In our issue last month we discussed the problems faced when attempting to wind up a foreign company in Hong Kong, citing the recent case of Re Gottinghen. Now, with the decision of Re Yung Kee Holdings Limited fresh off the judicial press, the difficulties seem even harder to surmount.

Background: The Yung Kee Saga

Re Yung Kee Holdings Limited, unreported, HCCW 154/2010 concerned a local family restaurant business set up by the Petitioner’s father, Kam Shui Fai (“Kam Senior”), who left the business to his two sons, the Petitioner Kam Kwan Sing and the Petitioner’s brother Kam Kwan Lai, the 1st Respondent (“Kwan Lai”). Kwan Lai was the majority shareholder and the Petitioner, the minority one.

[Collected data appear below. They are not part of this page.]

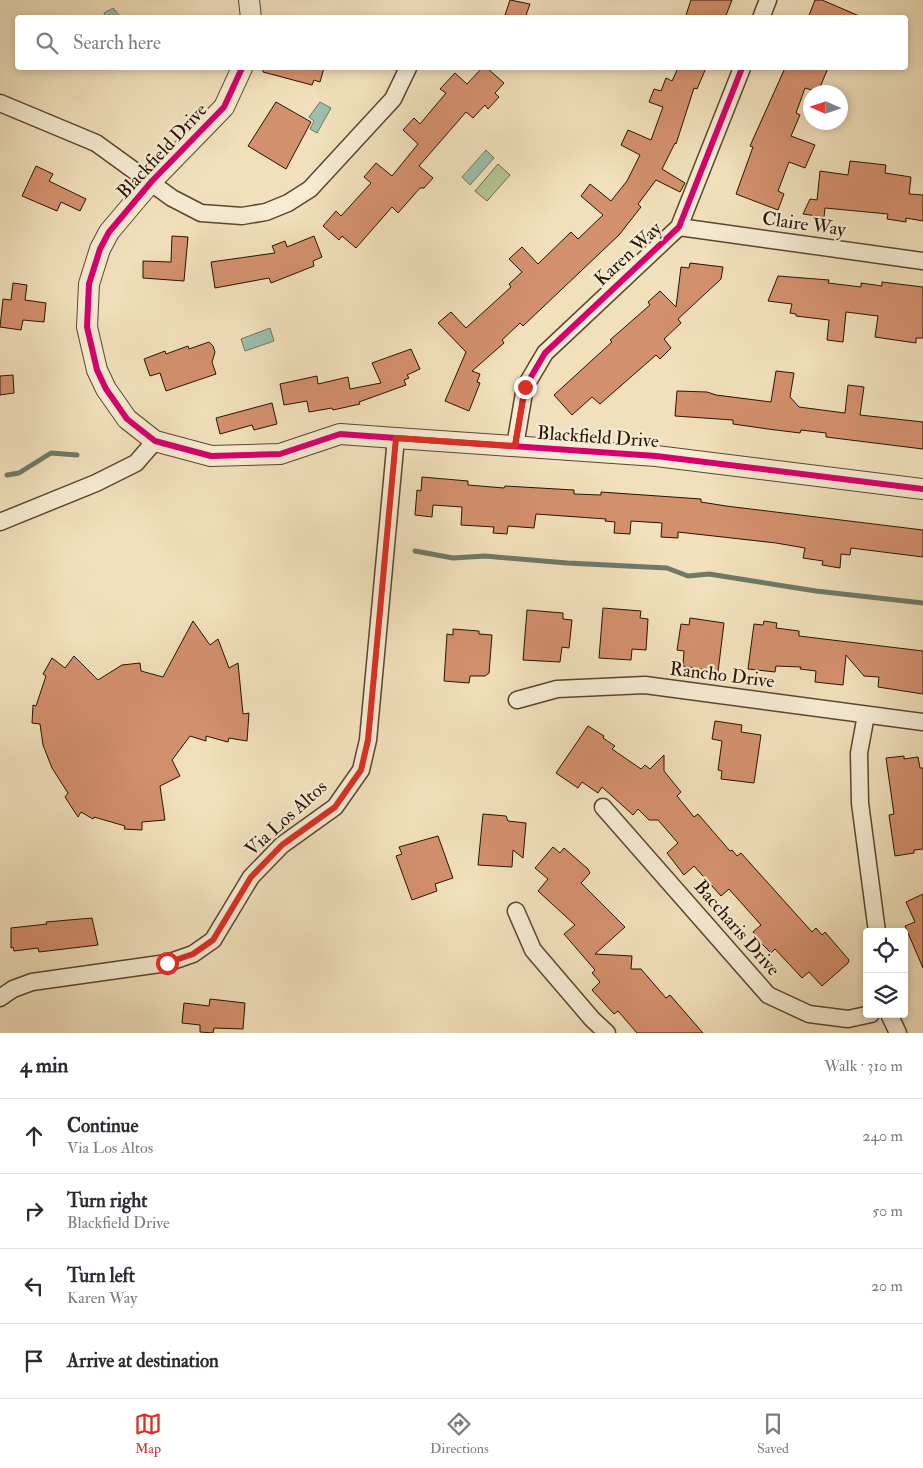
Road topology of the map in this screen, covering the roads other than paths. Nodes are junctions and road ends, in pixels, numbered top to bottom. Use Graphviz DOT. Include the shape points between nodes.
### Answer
graph roads {
  1 [pos="248,0"];
  2 [pos="768,0"];
  3 [pos="250,15"];
  4 [pos="763,15"];
  5 [pos="241,70"];
  6 [pos="407,70"];
  7 [pos="741,70"];
  8 [pos="0,103"];
  9 [pos="152,181"];
  10 [pos="679,227"];
  11 [pos="923,261"];
  12 [pos="396,438"];
  13 [pos="155,441"];
  14 [pos="515,446"];
  15 [pos="923,489"];
  16 [pos="0,522"];
  17 [pos="517,700"];
  18 [pos="866,715"];
  19 [pos="923,722"];
  20 [pos="603,807"];
  21 [pos="516,911"];
  22 [pos="876,928"];
  23 [pos="0,998"];
  24 [pos="863,1016"];
  25 [pos="891,1018"];
  26 [pos="607,1033"];
  27 [pos="898,1033"];
  1 -- 3 [label="street"];
  2 -- 4 [label="street"];
  5 -- 9 [label="street, Blackfield Drive" via="224,107"];
  6 -- 9 [label="street" via="393,99 375,120 310,189 288,203 266,212 242,216 201,213 172,198"];
  7 -- 10 [label="street, Karen Way"];
  8 -- 9 [label="street" via="96,143"];
  9 -- 13 [label="street, Blackfield Drive" via="121,216 100,249 89,284 87,304 91,350 106,389 127,418"];
  10 -- 11 [label="street, Claire Way"];
  10 -- 14 [label="street, Karen Way" via="545,353 525,387"];
  12 -- 13 [label="street, Blackfield Drive" via="340,434 280,454 211,456"];
  12 -- 14 [label="street, Blackfield Drive"];
  12 -- 23 [label="street, Via Los Altos" via="368,740 361,770 335,807 282,845 251,877 213,940 193,954 167,963 32,982"];
  13 -- 16 [label="street" via="136,463"];
  14 -- 15 [label="street, Blackfield Drive" via="724,463"];
  17 -- 18 [label="street, Rancho Drive" via="557,689 645,685"];
  18 -- 19 [label="street, Rancho Drive"];
  18 -- 22 [label="street" via="859,753 860,803"];
  20 -- 24 [label="street, Baccharis Drive" via="768,995 809,1014 848,1019"];
  21 -- 26 [label="street" via="533,950"];
  25 -- 27 [label="street"];
}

The Petitioner initiated proceedings to wind up Yung Kee Holdings Limited (“Yung Kee”) on, amongst other things, the grounds of unfair prejudice pursuant to section 168A of the Companies Ordinance (the “CO”), claiming that Kwan Lai had run the company in a manner unfairly prejudicial to him.

Access Denied

Closing the portals shut

Before deciding on whether there was unfair prejudice, the Court first considered whether it had jurisdiction to wind up Yung Kee under section 168A CO, which applied to a “specified corporation”. The CO defined “specified corporation” in section 2(1) as being either a “company” or a “non-Hong Kong company”. This issue was pertinent since Yung Kee was a company incorporated in the British Virgin Islands (“BVI”). Harris J eventually held that the Court did not have jurisdiction.

A non-Hong Kong company

A non-Hong Kong company is defined in section 332 CO as being a company “incorporated outside Hong Kong which… establish[ed] a place of business in Hong Kong.” The Court then considered what “a place of business in Hong Kong” meant. It was the key issue that determined whether a non-Hong Kong company could be wound up here in Hong Kong.

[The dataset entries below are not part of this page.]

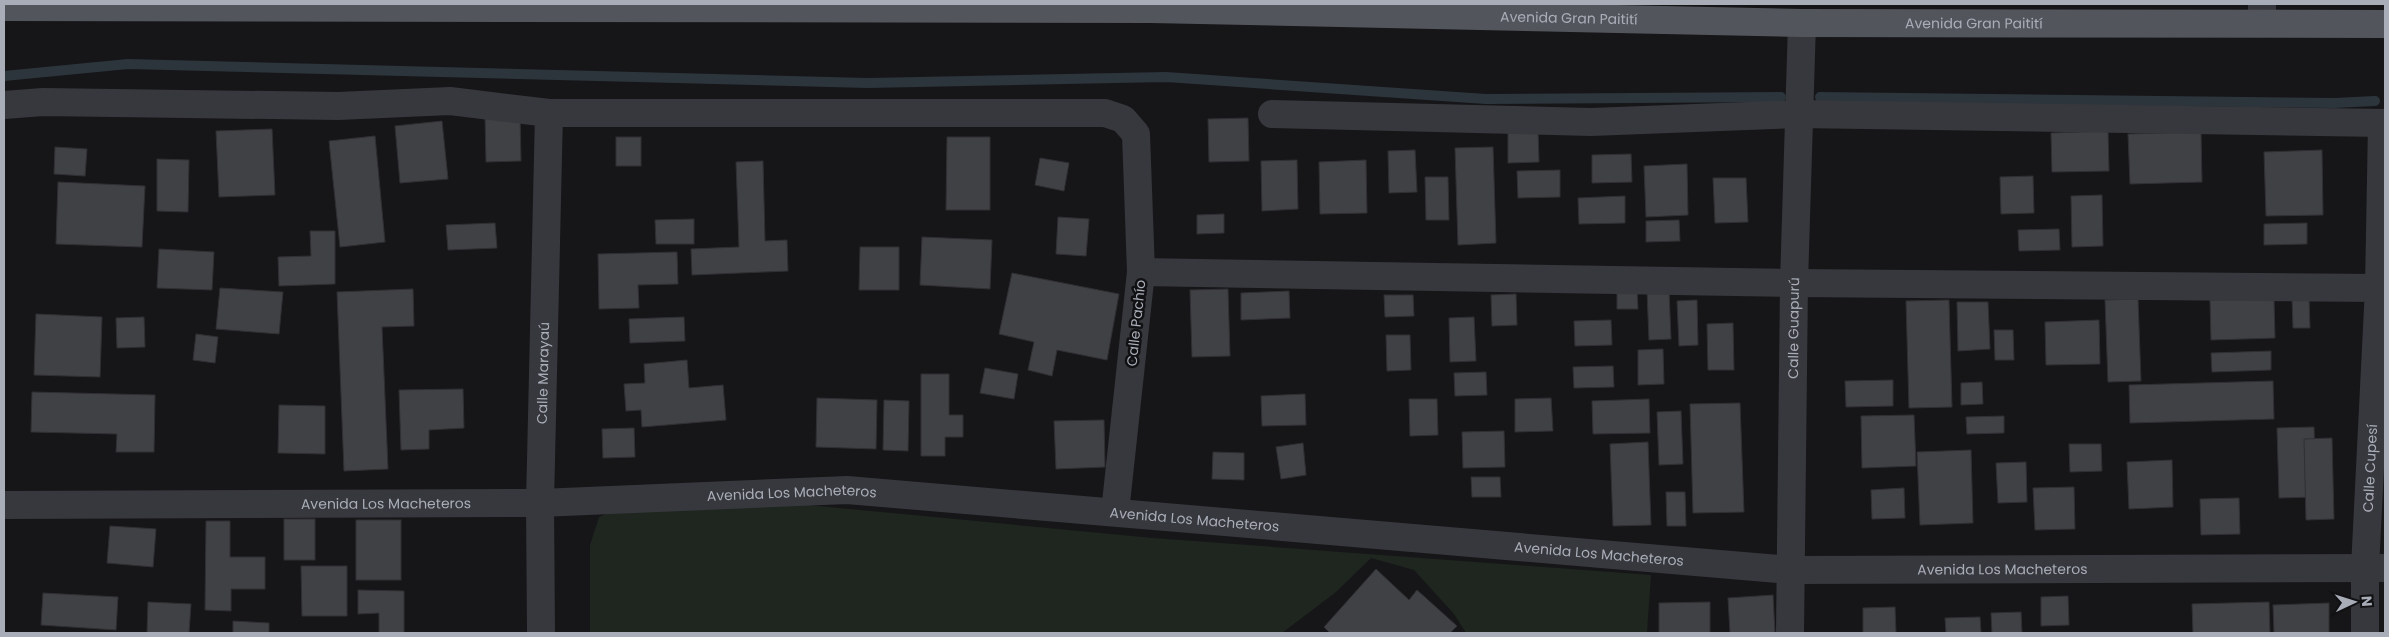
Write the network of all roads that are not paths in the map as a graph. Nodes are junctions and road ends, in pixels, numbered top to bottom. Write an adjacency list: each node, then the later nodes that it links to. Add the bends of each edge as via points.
1 (4, 7): 3 (main road, Avenida Gran Paitití, via 1151,8)
2 (2262, 13): 3 (main road, Avenida Gran Paitití); 4 (main road, Avenida Gran Paitití)
3 (1802, 24): 8 (street, Calle Guapurú)
4 (2385, 24)
5 (4, 104): 6 (street, via 338,106 450,101)
6 (549, 113): 10 (street, Calle Pachío, via 1105,113 1123,119 1136,134); 13 (street, Calle Marayaú)
7 (1272, 114): 8 (street, via 1591,122)
8 (1798, 114): 9 (street); 11 (street, Calle Guapurú)
9 (2384, 123): 12 (street, Calle Cupesí)
10 (1141, 272): 11 (street); 15 (street, Calle Pachío)
11 (1794, 283): 12 (street); 17 (street, Calle Guapurú)
12 (2379, 288): 16 (street, Calle Cupesí)
13 (540, 503): 14 (street, Avenida Los Macheteros); 15 (street, Avenida Los Macheteros, via 847,490); 18 (street, Calle Marayaú)
14 (4, 506)
15 (1115, 512): 17 (street, Avenida Los Macheteros)
16 (2375, 568): 17 (street, Avenida Los Macheteros); 20 (street, Calle Cupesí)
17 (1790, 570): 19 (street, Calle Guapurú)
18 (541, 633)
19 (1790, 633)
20 (2365, 633)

A place of business in Hong Kong

In considering the degree of participation in Hong Kong that would classify a company as having a place of business in Hong Kong, Harris J cited with approval the judgment of Sakhrani J in Singamas Management Services Ltd v Axis Intermodal (UK) Ltd, [2011] 5 HKLRD 145 where he stressed: “It is important to bear in mind that “any place of business established by the company in Hong Kong” is not the same as any place where the company carries on business in Hong Kong.” Thus, the Court in Yung Keeaverred that “a place of business in Hong Kong”, meaning the company is required to have a place at which it carries on business in Hong Kong, suggests that its activities within the jurisdiction has to be sufficiently substantial so as to require it to have a permanent establishment in Hong Kong. Merely having a place where the company carries on business in Hong Kong is insufficient as many instances could be envisioned of companies which have staff visiting Hong Kong frequently on business trips working out of the same hotel or business centre. That would hardly suffice as a place of business. Harris J thus imposed a stricter interpretation of the clause, “a place of business in Hong Kong”.

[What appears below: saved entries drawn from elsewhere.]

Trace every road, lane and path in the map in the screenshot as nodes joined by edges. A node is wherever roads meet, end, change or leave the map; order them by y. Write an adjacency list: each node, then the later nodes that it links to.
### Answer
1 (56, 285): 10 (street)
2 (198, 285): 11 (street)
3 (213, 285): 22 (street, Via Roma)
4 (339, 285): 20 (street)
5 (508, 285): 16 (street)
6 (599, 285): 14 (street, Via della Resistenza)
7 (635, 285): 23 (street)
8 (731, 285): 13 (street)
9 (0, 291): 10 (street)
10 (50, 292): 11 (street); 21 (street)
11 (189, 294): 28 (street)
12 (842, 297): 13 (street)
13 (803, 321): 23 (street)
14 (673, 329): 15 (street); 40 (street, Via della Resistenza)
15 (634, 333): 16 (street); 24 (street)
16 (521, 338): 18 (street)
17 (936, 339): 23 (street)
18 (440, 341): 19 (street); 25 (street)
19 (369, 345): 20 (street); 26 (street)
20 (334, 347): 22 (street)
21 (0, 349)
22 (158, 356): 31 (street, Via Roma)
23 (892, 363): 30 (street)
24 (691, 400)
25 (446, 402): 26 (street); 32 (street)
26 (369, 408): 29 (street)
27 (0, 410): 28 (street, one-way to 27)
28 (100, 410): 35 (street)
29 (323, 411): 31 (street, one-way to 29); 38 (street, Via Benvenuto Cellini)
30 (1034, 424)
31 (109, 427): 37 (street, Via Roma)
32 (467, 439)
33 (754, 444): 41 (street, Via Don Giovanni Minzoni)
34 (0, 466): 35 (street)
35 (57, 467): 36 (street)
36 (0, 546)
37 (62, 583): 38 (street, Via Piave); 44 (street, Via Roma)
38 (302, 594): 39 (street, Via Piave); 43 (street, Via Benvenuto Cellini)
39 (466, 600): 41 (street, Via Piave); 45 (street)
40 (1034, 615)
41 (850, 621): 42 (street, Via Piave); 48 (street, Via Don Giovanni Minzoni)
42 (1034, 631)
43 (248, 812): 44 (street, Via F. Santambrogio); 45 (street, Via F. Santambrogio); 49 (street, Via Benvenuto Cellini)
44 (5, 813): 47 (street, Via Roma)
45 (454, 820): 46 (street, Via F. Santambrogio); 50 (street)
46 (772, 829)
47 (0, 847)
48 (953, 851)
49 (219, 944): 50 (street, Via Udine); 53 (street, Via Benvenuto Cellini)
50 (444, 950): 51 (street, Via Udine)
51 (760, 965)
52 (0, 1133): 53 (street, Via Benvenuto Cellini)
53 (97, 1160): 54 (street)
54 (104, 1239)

Harris J cited a variety of factors supporting the Court’s view that Yung Kee had not established a place of business in the jurisdiction. Firstly, Yung Kee was a BVI-incorporated, investment holding company whose only asset was the sole ownership of 100% of shares in another BVI company called Long Yau, which in turn held the Hong Kong company responsible for running Yung Kee’s restaurant business. Harris J opined that this corporate structure may have been the result of a desire to minimise estate duty payable in the days prior to the abolition of estate duty in February 2006. The net effect of this two-tiered system of ownership by Yung Kee was a corporate structure effectively distancing Yung Kee from Hong Kong. Both Yung Kee and Long Yau did not register under Part XI CO as registered non-Hong Kong companies that had established a place of business in Hong Kong.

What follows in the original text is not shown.